Margine di variazione. Nel caso in cui vengano lasciate posizioni aperte overnight (che non vengono chiuse in giornata ma mantenute aperte per due o più sedute di borsa) sarà necessario adeguare il margine iniziale già versato al nuovo valore del contratto. Verranno quindi liquidate giornalmente le perdite o i profitti.

Scadenze dei contratti

Le scadenze dei contratti future e mini-future sono marzo, giugno, settembre e dicembre. L’ultimo giorno di contrattazione per ogni scadenza è fissato nel terzo venerdì del mese chiamato dagli operatori “il giorno delle 3 streghe”. Sono trattate solo le tre scadenze più vicine, nel caso del future FTSE/Mib, o le due scadenze più vicine nel caso del mini-future. Se si decidiamo di mantenere le posizioni oltre la scadenza (esempio se abbiamo acquistato il contratto con scadenza a settembre e alla scadenza decidiamo di mantenerlo in quanto le quotazioni sono in salita) dovremo effettuare l’operazione di rollover cioè dovremo vendere il contratto di settembre entro l’ultimo giorno di negoziazione, il terzo venerdì del mese di scadenza ed acquistare quello di dicembre. In caso contrario, se ci ritroveremo ancora il contratto in portafoglio, questo sarà chiuso al “prezzo finale di regolamento” e cioè il valore dell’indice FTSE/Mib calcolato sui prezzi di apertura dell’ultimo giorno di negoziazione.

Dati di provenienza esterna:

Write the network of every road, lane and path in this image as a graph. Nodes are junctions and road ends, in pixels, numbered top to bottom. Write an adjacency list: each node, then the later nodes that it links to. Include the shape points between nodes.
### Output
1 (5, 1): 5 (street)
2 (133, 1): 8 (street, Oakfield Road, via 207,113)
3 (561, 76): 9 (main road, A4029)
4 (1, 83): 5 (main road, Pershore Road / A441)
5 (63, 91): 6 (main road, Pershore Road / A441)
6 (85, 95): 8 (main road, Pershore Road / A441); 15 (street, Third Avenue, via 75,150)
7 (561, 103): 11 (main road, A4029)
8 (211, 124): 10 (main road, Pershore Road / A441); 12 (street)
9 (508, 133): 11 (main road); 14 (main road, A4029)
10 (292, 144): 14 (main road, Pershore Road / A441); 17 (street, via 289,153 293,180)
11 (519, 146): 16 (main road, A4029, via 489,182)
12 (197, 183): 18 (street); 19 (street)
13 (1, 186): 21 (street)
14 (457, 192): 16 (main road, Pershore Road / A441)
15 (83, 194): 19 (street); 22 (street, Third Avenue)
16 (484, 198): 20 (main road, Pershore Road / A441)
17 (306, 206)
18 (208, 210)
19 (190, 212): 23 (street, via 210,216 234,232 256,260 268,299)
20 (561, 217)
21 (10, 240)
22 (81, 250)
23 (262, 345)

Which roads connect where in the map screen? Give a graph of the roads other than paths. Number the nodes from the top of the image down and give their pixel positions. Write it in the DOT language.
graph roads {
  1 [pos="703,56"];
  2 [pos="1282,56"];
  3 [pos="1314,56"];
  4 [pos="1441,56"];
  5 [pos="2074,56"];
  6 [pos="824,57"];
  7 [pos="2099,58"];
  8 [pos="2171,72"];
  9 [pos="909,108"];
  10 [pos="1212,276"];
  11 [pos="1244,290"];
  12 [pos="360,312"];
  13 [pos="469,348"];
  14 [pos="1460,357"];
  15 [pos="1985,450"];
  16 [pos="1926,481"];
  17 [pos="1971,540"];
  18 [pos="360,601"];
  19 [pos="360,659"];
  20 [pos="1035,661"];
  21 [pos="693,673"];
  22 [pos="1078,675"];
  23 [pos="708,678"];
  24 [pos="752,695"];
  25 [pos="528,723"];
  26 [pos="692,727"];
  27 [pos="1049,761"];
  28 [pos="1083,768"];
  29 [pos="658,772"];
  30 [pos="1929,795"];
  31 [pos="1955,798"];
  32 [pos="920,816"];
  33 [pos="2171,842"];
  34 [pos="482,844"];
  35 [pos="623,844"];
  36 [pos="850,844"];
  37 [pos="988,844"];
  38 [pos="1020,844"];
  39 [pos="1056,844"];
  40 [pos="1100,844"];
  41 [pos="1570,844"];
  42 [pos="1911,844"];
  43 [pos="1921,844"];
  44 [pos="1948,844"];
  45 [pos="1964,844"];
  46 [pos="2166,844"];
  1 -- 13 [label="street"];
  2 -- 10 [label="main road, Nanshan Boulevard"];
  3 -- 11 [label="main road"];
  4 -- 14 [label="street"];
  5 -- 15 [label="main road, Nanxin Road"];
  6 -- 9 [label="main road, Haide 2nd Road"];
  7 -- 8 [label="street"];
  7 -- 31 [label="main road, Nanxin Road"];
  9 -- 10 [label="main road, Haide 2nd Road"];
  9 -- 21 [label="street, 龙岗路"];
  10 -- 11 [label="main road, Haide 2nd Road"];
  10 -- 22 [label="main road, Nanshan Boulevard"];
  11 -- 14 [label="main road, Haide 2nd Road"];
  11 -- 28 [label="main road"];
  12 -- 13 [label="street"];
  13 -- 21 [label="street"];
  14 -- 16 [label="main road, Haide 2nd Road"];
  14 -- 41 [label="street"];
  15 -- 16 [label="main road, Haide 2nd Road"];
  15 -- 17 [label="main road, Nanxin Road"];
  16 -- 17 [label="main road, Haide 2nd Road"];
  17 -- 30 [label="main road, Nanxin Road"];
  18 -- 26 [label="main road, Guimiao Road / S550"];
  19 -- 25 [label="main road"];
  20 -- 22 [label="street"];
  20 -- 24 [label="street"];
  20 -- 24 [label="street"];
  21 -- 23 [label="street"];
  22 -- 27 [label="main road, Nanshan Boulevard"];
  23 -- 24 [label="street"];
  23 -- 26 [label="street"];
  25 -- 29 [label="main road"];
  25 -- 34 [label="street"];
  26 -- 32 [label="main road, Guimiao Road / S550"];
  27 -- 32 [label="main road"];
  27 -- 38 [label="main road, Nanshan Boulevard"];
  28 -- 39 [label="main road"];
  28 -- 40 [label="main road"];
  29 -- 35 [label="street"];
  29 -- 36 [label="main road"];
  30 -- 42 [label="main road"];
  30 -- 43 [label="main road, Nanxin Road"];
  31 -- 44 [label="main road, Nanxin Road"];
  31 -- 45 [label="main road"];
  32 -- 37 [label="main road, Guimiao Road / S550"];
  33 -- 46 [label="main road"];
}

Altre tipologie di futures

Oltre ai futures sui titoli azionari esistono altre tipologie di futures, le principali sono i currency futures e i commodity futures.

Un currency futures è un contratto futures che obbliga a scambiare una valuta per un’altra ad una data specifica, al cambio fissato alla data della contrattazione. Questo contratto può essere usato per gestire i rischi legati alla fluttuazione dei cambi, ma trova ampia applicazione anche a fini speculativi.

Un commodity futures è un contratto futures che prevede la negoziazione di una prefissata quantità di merce ad un prezzo e a una data prefissata. Il prezzo del future non include anche le carrying charge, cioè le commissioni che coprono i costi di magazzinaggio e assicurazione della merce.